The Spy Kids are back again! This time, Carmen (Alexa Vega) and Juni (Daryl Sabara) are on a mission that takes them inside a living video game, where awe-inspiring graphics and creatures come dangerously to life. As they face more and more challenges through each level of the game, this brother-sister superhero duo must rely on their gadgets and each other to defeat the super-villain Toymaker (Sylvester Stallone) and save the world yet again. Don’t miss this super fun, totally exciting follow-up to Robert Rodriguez’s action franchise for kids of all ages! 

Studio: Lionsgate Films
Year: 2010
Release Date: August 2, 2011
Run time: 84 minutes
Rating: PG

Audio: DTS HD MA lossless 5.1 mix
Aspect Ratio: 1.85:1
Disc Spec: 1 BD
Region: A

The Spy Kids movies have always been a little over the top, and this one is no different. I don’t mind over-the-top movies if they are done well; in fact, the over-the-topness is part of why they are so funny. From the start of this movie, with Juni playing a private eye in the style of the old Humphrey Bogart movies, I knew I was in good hands.

The acting is quite good for the most part (with the exception of some actors who have very small parts toward the end; nothing important or movie-breaking), and some of the concepts are worth the price of admission alone, as it were, such as Sylvester Stallone playing four different versions of himself–including a fascist martinet, a nerdy scientist, and an aging love hippie. Whoo hoo! And for that matter, some of the outtakes in the closing credits were pretty funny, too.

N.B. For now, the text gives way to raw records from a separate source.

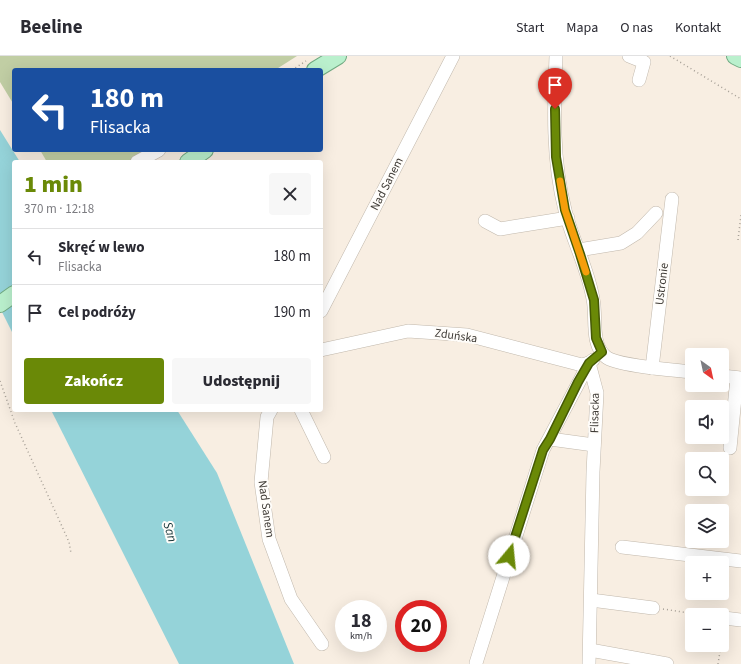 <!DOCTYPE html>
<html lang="pl">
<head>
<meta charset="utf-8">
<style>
  body { margin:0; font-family:"Source Sans 3",sans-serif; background:#f7f7f7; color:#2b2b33; height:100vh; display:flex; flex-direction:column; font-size:15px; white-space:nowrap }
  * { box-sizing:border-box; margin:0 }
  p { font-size:13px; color:#7c7c81 }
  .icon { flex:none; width:22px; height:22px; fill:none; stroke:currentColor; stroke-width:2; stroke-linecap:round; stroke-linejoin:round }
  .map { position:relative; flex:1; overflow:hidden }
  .sheet { position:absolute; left:12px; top:104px; width:311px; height:252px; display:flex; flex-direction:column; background:#fff; border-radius:4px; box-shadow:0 4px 16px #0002 }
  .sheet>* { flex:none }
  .top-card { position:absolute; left:12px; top:12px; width:311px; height:84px; border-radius:4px; box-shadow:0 4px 16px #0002; background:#1a4fa0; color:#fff; overflow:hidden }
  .needle { width:26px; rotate:147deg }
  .controls { position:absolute; left:685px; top:292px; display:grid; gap:8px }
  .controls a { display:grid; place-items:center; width:44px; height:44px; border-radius:4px; background:#fff; box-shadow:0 4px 16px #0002; font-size:20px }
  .speed { position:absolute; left:335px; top:544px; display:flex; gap:8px; font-size:20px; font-weight:700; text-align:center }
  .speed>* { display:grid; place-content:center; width:52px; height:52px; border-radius:50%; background:#fff; box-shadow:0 4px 16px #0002; line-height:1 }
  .speed small { font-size:10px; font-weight:400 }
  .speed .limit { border:6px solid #d22; background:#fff; color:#111 }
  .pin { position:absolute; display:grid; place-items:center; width:34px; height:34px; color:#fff; margin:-41px -17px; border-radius:50% 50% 50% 0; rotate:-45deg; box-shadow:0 0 4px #0007 }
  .pin .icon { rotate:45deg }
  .me { position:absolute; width:44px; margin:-22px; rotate:17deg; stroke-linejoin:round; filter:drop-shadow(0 0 3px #0008) }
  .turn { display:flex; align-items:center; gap:14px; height:84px; padding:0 12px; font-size:18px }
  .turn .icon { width:52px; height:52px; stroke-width:2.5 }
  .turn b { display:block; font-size:28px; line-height:34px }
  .round { display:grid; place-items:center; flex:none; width:42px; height:42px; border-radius:4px; background:#f7f7f7 }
  .overview { display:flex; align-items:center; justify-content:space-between; height:68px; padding:0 12px }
  h1 { font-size:24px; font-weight:800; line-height:30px; color:#6a8907 }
  .cta { display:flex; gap:8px; margin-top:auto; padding:8px 12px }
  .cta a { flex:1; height:46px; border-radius:4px; background:#6a8907; color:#fff; font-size:16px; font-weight:800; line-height:46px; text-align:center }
  .cta a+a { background:#f7f7f7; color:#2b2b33 }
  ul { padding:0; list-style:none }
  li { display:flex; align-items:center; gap:12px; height:56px; padding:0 12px; border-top:1px solid #e1e1e2 }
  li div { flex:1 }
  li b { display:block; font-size:15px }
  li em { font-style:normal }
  header { display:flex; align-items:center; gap:24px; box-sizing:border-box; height:56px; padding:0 20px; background:#fff; border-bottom:1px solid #e1e1e2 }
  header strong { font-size:19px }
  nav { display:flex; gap:22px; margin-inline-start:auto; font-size:14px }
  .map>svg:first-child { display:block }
</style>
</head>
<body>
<header>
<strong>Beeline</strong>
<nav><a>Start</a><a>Mapa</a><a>O nas</a><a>Kontakt</a></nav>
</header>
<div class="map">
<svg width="741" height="608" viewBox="0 0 741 608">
  <rect width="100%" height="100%" fill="#f8eee2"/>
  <!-- green -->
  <g fill="#c1cea4">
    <polygon points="0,0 297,0 275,14 14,14 14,49 0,26"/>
    <polygon points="40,94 159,94 143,106 47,106"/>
  </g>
  <!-- water -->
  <g fill="#95d3d9">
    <polygon points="0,74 20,106 14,106 14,280 0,252"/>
    <polygon points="51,354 177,354 217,417 294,608 179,608"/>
  </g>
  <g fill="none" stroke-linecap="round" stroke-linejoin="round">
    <defs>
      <g id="minor">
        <path d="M556 0C554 51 552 104 565 154 572 184 588 212 593 243 597 261 590 288 606 301 617 310 675 314 692 316"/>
        <polyline points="629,0 644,6 639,24"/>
        <polyline points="137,106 159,94"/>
        <polyline points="485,165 500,173 568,162"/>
        <polyline points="579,194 621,187 637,177 656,157"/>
        <polyline points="321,255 453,0"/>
        <polyline points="321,294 408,275 467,279 582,309 589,307"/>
        <polyline points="652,312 672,143"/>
        <polyline points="722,320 741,322"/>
        <polyline points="271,354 267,361 261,426 269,483 291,543 322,588"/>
        <polyline points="301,354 324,401"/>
        <polyline points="550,383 594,389"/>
        <polyline points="730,392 737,322"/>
        <polyline points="622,491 741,505"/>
        <polyline points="591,544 653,552"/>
        <polyline points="724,562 741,564"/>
        <polyline points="590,594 667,608"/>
        <polyline points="476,607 543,394 589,307"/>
        <polyline points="589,608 593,416 597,337 589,307 593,304"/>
      </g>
      <g id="major">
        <polyline points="735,0 741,3"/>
        <polyline points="315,14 338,0"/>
        <polyline points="188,106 205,94"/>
        <polyline points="0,248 14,238"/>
      </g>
    </defs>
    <!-- minor casing -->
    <use href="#minor" stroke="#c1b8ac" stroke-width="14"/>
    <!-- major casing -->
    <use href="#major" stroke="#71aa82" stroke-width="18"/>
    <!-- path -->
    <g stroke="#a7a097" stroke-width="1.5" stroke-dasharray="1 3" stroke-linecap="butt">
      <polyline points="670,0 741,43"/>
      <polyline points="292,14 306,5"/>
      <polyline points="738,184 741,159"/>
      <polyline points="0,325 15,367 65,477 69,486 71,497"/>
      <polyline points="663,553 702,559"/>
      <polyline points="722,582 723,572"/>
      <polyline points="718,608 721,589"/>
    </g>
    <!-- minor -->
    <use href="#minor" stroke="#fff" stroke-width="13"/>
    <!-- major -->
    <use href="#major" stroke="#baf0cd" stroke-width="16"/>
  </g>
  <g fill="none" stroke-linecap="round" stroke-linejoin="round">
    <defs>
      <polyline id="route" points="509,500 543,394 550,383 578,326 589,307 602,296 596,282 594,244 580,198 565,154 556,101 555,53"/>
    </defs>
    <!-- route casing -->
    <use href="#route" stroke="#455905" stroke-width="10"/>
    <!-- route -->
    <use href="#route" stroke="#6a8907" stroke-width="7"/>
    <!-- slow -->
    <polyline stroke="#f59e0b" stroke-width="7" points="560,125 565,154 586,216"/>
  </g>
  <g text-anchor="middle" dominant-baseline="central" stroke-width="4" stroke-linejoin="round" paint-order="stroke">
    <!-- street labels -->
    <g font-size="12" fill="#3e3a35" stroke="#fffdfa">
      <text transform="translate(387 128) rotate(-63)">Nad Sanem</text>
      <text transform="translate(662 228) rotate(-83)">Ustronie</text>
      <text transform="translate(456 280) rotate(8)">Zduńska</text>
      <text transform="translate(595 357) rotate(-89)">Flisacka</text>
      <text transform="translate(266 453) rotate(82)">Nad Sanem</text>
    </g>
    <!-- water labels -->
    <g font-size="13" font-style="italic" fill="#173639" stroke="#fffdfa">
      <text transform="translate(170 476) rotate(74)">San</text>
    </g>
  </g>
</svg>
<div class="controls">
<a><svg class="needle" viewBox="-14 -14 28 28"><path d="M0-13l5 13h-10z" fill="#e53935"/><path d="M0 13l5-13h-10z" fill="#7c7c81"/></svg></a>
<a><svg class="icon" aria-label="sound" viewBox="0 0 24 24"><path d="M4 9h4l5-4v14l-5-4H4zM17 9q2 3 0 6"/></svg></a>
<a><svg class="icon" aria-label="search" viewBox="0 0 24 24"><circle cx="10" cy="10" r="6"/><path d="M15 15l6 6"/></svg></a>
<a><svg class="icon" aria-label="layers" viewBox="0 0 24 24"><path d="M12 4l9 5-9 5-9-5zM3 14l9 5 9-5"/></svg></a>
<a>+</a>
<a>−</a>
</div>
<div class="speed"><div>18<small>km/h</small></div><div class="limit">20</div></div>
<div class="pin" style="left:555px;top:53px;background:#d93025"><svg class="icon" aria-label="arrive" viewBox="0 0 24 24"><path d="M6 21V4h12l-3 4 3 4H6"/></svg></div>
<svg class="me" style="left:509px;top:500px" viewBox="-20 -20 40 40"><circle r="19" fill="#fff"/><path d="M0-13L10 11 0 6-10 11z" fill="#6a8907"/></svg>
<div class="top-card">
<div class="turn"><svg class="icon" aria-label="left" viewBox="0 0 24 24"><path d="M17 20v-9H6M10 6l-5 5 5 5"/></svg><div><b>180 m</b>Flisacka</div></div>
</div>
<section class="sheet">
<div class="overview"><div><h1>1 min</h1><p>370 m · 12:18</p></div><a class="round"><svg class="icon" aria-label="close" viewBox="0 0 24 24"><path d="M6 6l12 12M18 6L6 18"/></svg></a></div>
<ul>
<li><svg class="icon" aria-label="left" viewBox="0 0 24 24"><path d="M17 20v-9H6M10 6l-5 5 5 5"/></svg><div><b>Skręć w lewo</b><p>Flisacka</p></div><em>180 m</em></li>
<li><svg class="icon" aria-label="arrive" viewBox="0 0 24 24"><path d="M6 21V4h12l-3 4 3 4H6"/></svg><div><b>Cel podróży</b></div><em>190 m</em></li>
</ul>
<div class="cta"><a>Zakończ</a><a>Udostępnij</a></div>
</section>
</div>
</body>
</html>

The basic story is that The Toymaker (Stallone) has created a virtual reality game that will take over the minds of all those who play it. Juni’s sister has already tried to get into the game to stop it, but has (mentally) vanished inside. Juni’s mission? Go inside the game, find his sister, and stop the game before it goes live.

Of course, Juni accepts the challenge (another thing I love about the Spy Kids movies–the family whose members truly love and care for each other), but meets many obstacles along the way, including young beta testers who are jealous of their territory and get in his way as much as possible. Lots of action, lots of fun.
Movie Quality: 9/10

Print/Audio Quality

The print is presented in 1080p/AVC MPEG-4 with a 1:85:1 aspect ratio. Spy Kids 3 is one of those films that you would like to break out for friends are over to show them the excellent picture quality of Blu-ray. From the colors to the details, your jaw will drop if you look for some of the superb details. Colors are vibrant providing an excellent looking picture. Flesh tones are natural and accurate looking. Blacks look inky. Details are where this film shines the most with the camera even panning away in many scenes. Not once did I feel like I was at a loss for details making this a very strong presentation.
Print Quality: 9.5/10

The audio is presented in a DTS-HD MA l0ssless 5.1 mix. This is a very atmospheric and immersive sounding film. The rears provide quite a few times where sound effects panned across the speakers. There are many scenes that are outside which also take advantage of the soundfield providing some dynamic sound. Dialogue is clean through the center sounding ever so crisp.
Print Quality: 9.5/10

Special Features

  • Robert Rodriguez Ten Minute Film School
  • Alexa Vega in Concert
  • Audio Commentary by Robert Rodriguez
  • The Making of Spy Kids 3-D: Game Over
  • The Effects of the Game
  • Making Tracks with Alexa Vega
  • Surfing and Stunts
  • Storyboards
  • Big Dink, Little Dink
  • Theatrical Trailer

Special Features: 8/10

Final Thoughts

I highly recommend this as a fun romp. My kids absolutely love this movie. Personally, I thought the CGI could have been better, but this obviously isn’t an adult movie. If you have young kids, they’ll likely enjoy it.